1 Introduction

The recent Open Data Barometer reportFootnote 1 states that “open data is entering the mainstream” and “the demand is high”. Several concrete initiatives and assessments witness that open data, if correctly adopted, can be an extremely powerful driver of innovation for improving different public sectors as well as impacting scientific progresses. Nevertheless, the presence of (linked) open data is not equally distributed in all public sectors. For instance, in the context of the agriculture and food sector in Italy – that has seen some recent development in other European countries, such as Russia [4] – the management of the European Union (EU) quality schemes for agricultural and food products – i.e., PDO (Protected Designation of Origin), PGI (Protected Geographical Indication) and TSG (Traditional Speciality Guaranteed) – is not fully automatized, and no standards are used in the definition of policy documents (or product specifications) that regulate them.

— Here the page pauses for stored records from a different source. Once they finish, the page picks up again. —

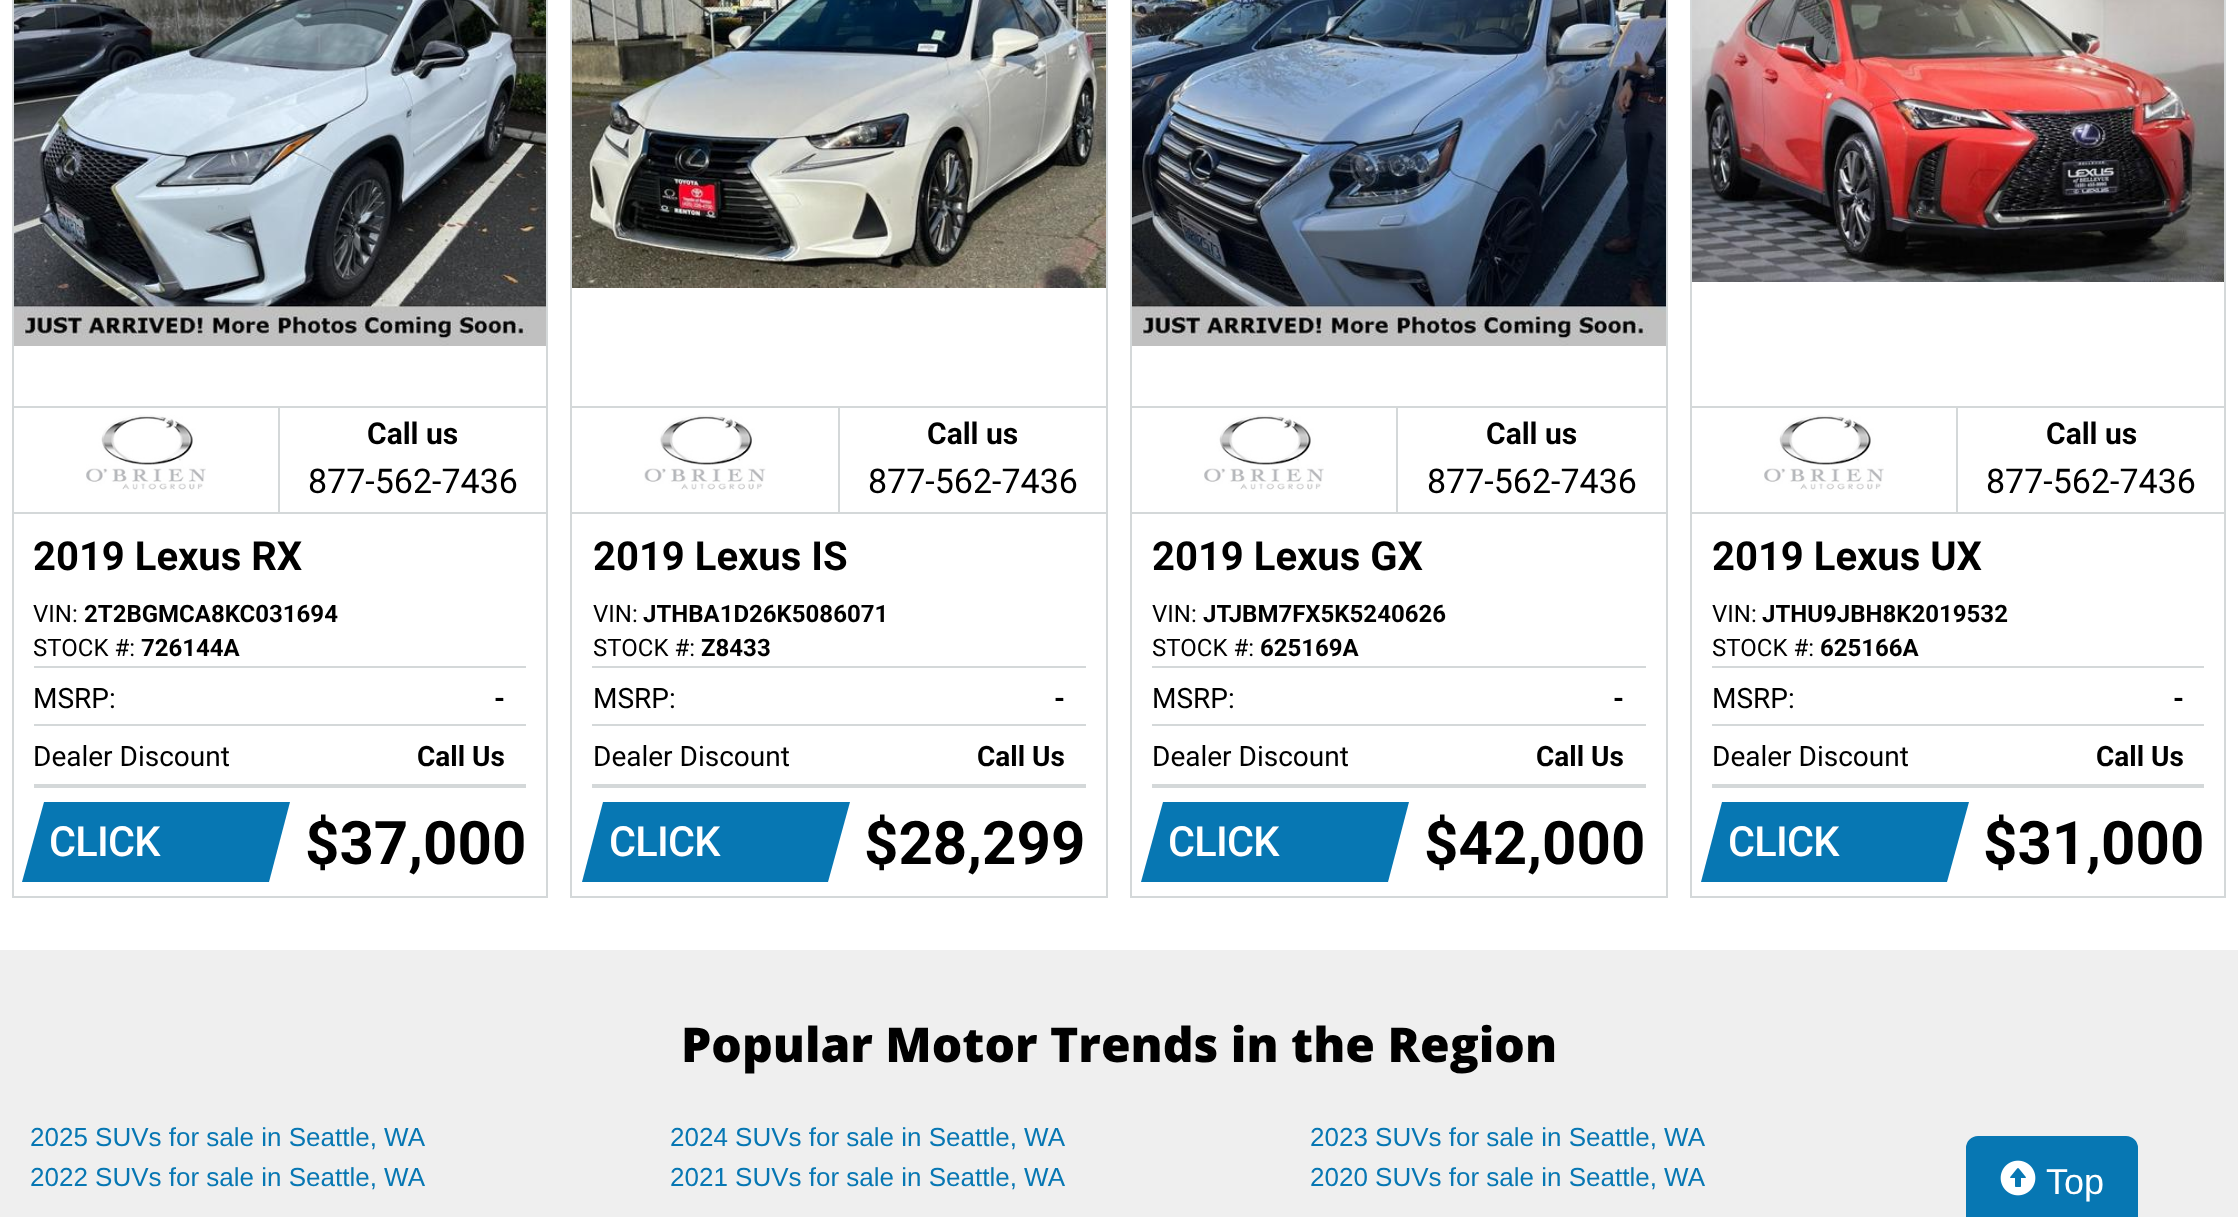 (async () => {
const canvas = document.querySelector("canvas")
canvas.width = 2238
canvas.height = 1217
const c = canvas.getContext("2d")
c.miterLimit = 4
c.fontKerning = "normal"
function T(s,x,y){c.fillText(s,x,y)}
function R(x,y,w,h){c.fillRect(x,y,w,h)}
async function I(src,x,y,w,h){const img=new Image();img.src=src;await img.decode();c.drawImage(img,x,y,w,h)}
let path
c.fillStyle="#fff"
R(0,0,2238,1217)
c.strokeStyle="#d4d8d9"
c.lineWidth=2
c.strokeRect(13,-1,534,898)
await I("1.png",14,0,532,346)
c.fillStyle="#d4d8d9"
R(14,406,532,2)
R(278,406,2,108)
R(14,512,532,2)
await I("2.png",86,415,120,75)
c.font="bold 30px Roboto"
c.fillStyle="#000"
T("Call us",367,444)
c.font="34px Roboto"
T("877-562-7436",308,493)
c.font="bold 40px Roboto"
T("2019 Lexus RX",33,570)
c.font="24px Roboto"
T("VIN:",33,622)
c.font="bold 24px Roboto"
T("2T2BGMCA8KC031694",84,622)
c.font="24px Roboto"
T("STOCK #:",33,656)
c.font="bold 24px Roboto"
T("726144A",141,656)
c.fillStyle="#d4d8d9"
R(34,666,492,2)
R(34,724,492,2)
c.font="28px Roboto"
c.fillStyle="#000"
T("MSRP:",33,708)
c.font="bold 28px Roboto"
T("-",494,708)
c.fillStyle="#d4d8d9"
R(34,784,492,4)
c.font="28px Roboto"
c.fillStyle="#000"
T("Dealer Discount",33,766)
c.font="bold 28px Roboto"
T("Call Us",417,766)
c.fillStyle="#0777b3"
path = new Path2D("M44 802h246l-21 80h-247z")
c.fill(path)
c.letterSpacing="-0.75px"
c.font="500 41.5px Roboto"
c.fillStyle="#fff"
T("CLICK",49,856)
c.letterSpacing="0px"
c.font="bold 60px Roboto"
c.fillStyle="#000"
T("$37,000",305,864)
c.strokeRect(571,-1,536,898)
await I("3.png",572,0,534,288)
c.fillStyle="#d4d8d9"
R(572,406,534,2)
R(838,406,2,108)
R(572,512,534,2)
await I("4.png",644,415,122,75)
c.font="bold 30px Roboto"
c.fillStyle="#000"
T("Call us",927,444)
c.font="34px Roboto"
T("877-562-7436",868,493)
c.font="bold 40px Roboto"
T("2019 Lexus IS",593,570)
c.font="24px Roboto"
T("VIN:",593,622)
c.font="bold 24px Roboto"
T("JTHBA1D26K5086071",643,622)
c.font="24px Roboto"
T("STOCK #:",593,656)
c.font="bold 24px Roboto"
T("Z8433",701,656)
c.fillStyle="#d4d8d9"
R(592,666,494,2)
R(592,724,494,2)
c.font="28px Roboto"
c.fillStyle="#000"
T("MSRP:",593,708)
c.font="bold 28px Roboto"
T("-",1054,708)
c.fillStyle="#d4d8d9"
R(592,784,494,4)
c.font="28px Roboto"
c.fillStyle="#000"
T("Dealer Discount",593,766)
c.font="bold 28px Roboto"
T("Call Us",977,766)
c.fillStyle="#0777b3"
path = new Path2D("M603 802h247l-22 80h-246z")
c.fill(path)
c.letterSpacing="-0.75px"
c.font="500 41.5px Roboto"
c.fillStyle="#fff"
T("CLICK",609,856)
c.letterSpacing="0px"
c.font="bold 60px Roboto"
c.fillStyle="#000"
T("$28,299",864,864)
c.strokeRect(1131,-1,536,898)
await I("5.png",1132,0,534,346)
c.fillStyle="#d4d8d9"
R(1132,406,534,2)
R(1396,406,2,108)
R(1132,512,534,2)
await I("6.png",1204,415,120,75)
c.font="bold 30px Roboto"
c.fillStyle="#000"
T("Call us",1486,444)
c.font="34px Roboto"
T("877-562-7436",1427,493)
c.font="bold 40px Roboto"
T("2019 Lexus GX",1152,570)
c.font="24px Roboto"
T("VIN:",1152,622)
c.font="bold 24px Roboto"
T("JTJBM7FX5K5240626",1203,622)
c.font="24px Roboto"
T("STOCK #:",1152,656)
c.font="bold 24px Roboto"
T("625169A",1260,656)
c.fillStyle="#d4d8d9"
R(1152,666,494,2)
R(1152,724,494,2)
c.font="28px Roboto"
c.fillStyle="#000"
T("MSRP:",1152,708)
c.font="bold 28px Roboto"
T("-",1613,708)
c.fillStyle="#d4d8d9"
R(1152,784,494,4)
c.font="28px Roboto"
c.fillStyle="#000"
T("Dealer Discount",1152,766)
c.font="bold 28px Roboto"
T("Call Us",1536,766)
c.fillStyle="#0777b3"
path = new Path2D("M1163 802h246l-21 80h-247z")
c.fill(path)
c.letterSpacing="-0.75px"
c.font="500 41.5px Roboto"
c.fillStyle="#fff"
T("CLICK",1168,856)
c.letterSpacing="0px"
c.font="bold 60px Roboto"
c.fillStyle="#000"
T("$42,000",1424,864)
c.strokeRect(1691,-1,534,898)
await I("7.png",1692,0,532,282)
c.fillStyle="#d4d8d9"
R(1692,406,532,2)
R(1956,406,2,108)
R(1692,512,532,2)
await I("8.png",1764,415,120,75)
c.font="bold 30px Roboto"
c.fillStyle="#000"
T("Call us",2046,444)
c.font="34px Roboto"
T("877-562-7436",1986,493)
c.font="bold 40px Roboto"
T("2019 Lexus UX",1712,570)
c.font="24px Roboto"
T("VIN:",1712,622)
c.font="bold 24px Roboto"
T("JTHU9JBH8K2019532",1762,622)
c.font="24px Roboto"
T("STOCK #:",1712,656)
c.font="bold 24px Roboto"
T("625166A",1820,656)
c.fillStyle="#d4d8d9"
R(1712,666,492,2)
R(1712,724,492,2)
c.font="28px Roboto"
c.fillStyle="#000"
T("MSRP:",1712,708)
c.font="bold 28px Roboto"
T("-",2173,708)
c.fillStyle="#d4d8d9"
R(1712,784,492,4)
c.font="28px Roboto"
c.fillStyle="#000"
T("Dealer Discount",1712,766)
c.font="bold 28px Roboto"
T("Call Us",2096,766)
c.fillStyle="#0777b3"
path = new Path2D("M1722 802h247l-22 80h-246z")
c.fill(path)
c.letterSpacing="-0.75px"
c.font="500 41.5px Roboto"
c.fillStyle="#fff"
T("CLICK",1728,856)
c.letterSpacing="0px"
c.font="bold 60px Roboto"
c.fillStyle="#000"
T("$31,000",1983,864)
c.fillStyle="#efefef"
R(0,950,2238,267)
c.fillStyle="#0777b3"
c.beginPath()
c.roundRect(1967,1137,170,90,11)
c.fill()
c.strokeStyle="#0777b3"
c.stroke()
await I("9.png",2000,1160,36,36)
c.font="36px Liberation Sans"
c.fillStyle="#fff"
T("Top",2046,1194)
c.font="800 48px Open Sans"
c.fillStyle="#000"
T("Popular Motor Trends in the Region",681,1062)
c.font="26px Liberation Sans"
c.fillStyle="#0777b3"
T("2025 SUVs for sale in Seattle, WA",30,1146)
T("2024 SUVs for sale in Seattle, WA",670,1146)
T("2023 SUVs for sale in Seattle, WA",1310,1146)
T("2022 SUVs for sale in Seattle, WA",30,1186)
T("2021 SUVs for sale in Seattle, WA",670,1186)
T("2020 SUVs for sale in Seattle, WA",1310,1186)
})()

In this context, the Ministry of Agriculture (MIPAAF), the Italian Digital Agency (AgID), and our laboratory conceived and carried out a project named FOod in Open Data (FOOD)Footnote 2. The main goal of FOOD was to extract the data contained in the textual content of the policy documents of Italian agricultural PDO, PGI and TSG products that were available online in PDF, and to make them available as LOD. According to informal interviews done by the MIPAAF, the potential impact and the advantages perceived by all the actors of the project are threefold. On the one hand, the availability of interoperable LOD can pave the way to the construction of new applications, targeting for instance food frauds detection, and production and distribution traceability of quality products. On the other hand, it poses the basis for outlining a proper standardization process for the definition of product specifications. Finally, the use of common models for describing such data can improve the interoperability achievable in the data exchange between MIPAAF and other Public Administrations, which may publish the same type of data on a territory base.

In this paper we describe the artefacts (available in [5]) produced as outcomes of the FOOD project, ended in 2015. First, a set of ontologies were developed following a methodology that makes use of well-known Ontology Design Patterns (ODPs). Second, a semi-automatic process for producing and publishing LOD, compliant with the developed ontologies, was carried out on more than 800 policy documents of the Italian quality products.

The rest of paper is structured as follows. Section 2 introduces the ontologies and the methodology that was adopted. Section 3 describes the process we employed to produce and publish the LOD datasets, compliant with the defined ontologies. Section 4 discusses examples of reuse of FOOD’s ontologies and data and finally, Sect. 5 concludes the paper.

2 FOOD Ontologies

The process adopted for the development of the ontologies for describing the Italian policy documents was mainly based on the eXtreme Design methodology [7], which is a a collaborative, incremental, iterative method for pattern-based ontology design, which we used in several projects in the past. The ontologies developed were also aligned with other existing models, i.e. AGRO-VOC, DOLCE, DBpedia and Wordnet. The development process was organised in few steps, illustrated as follows.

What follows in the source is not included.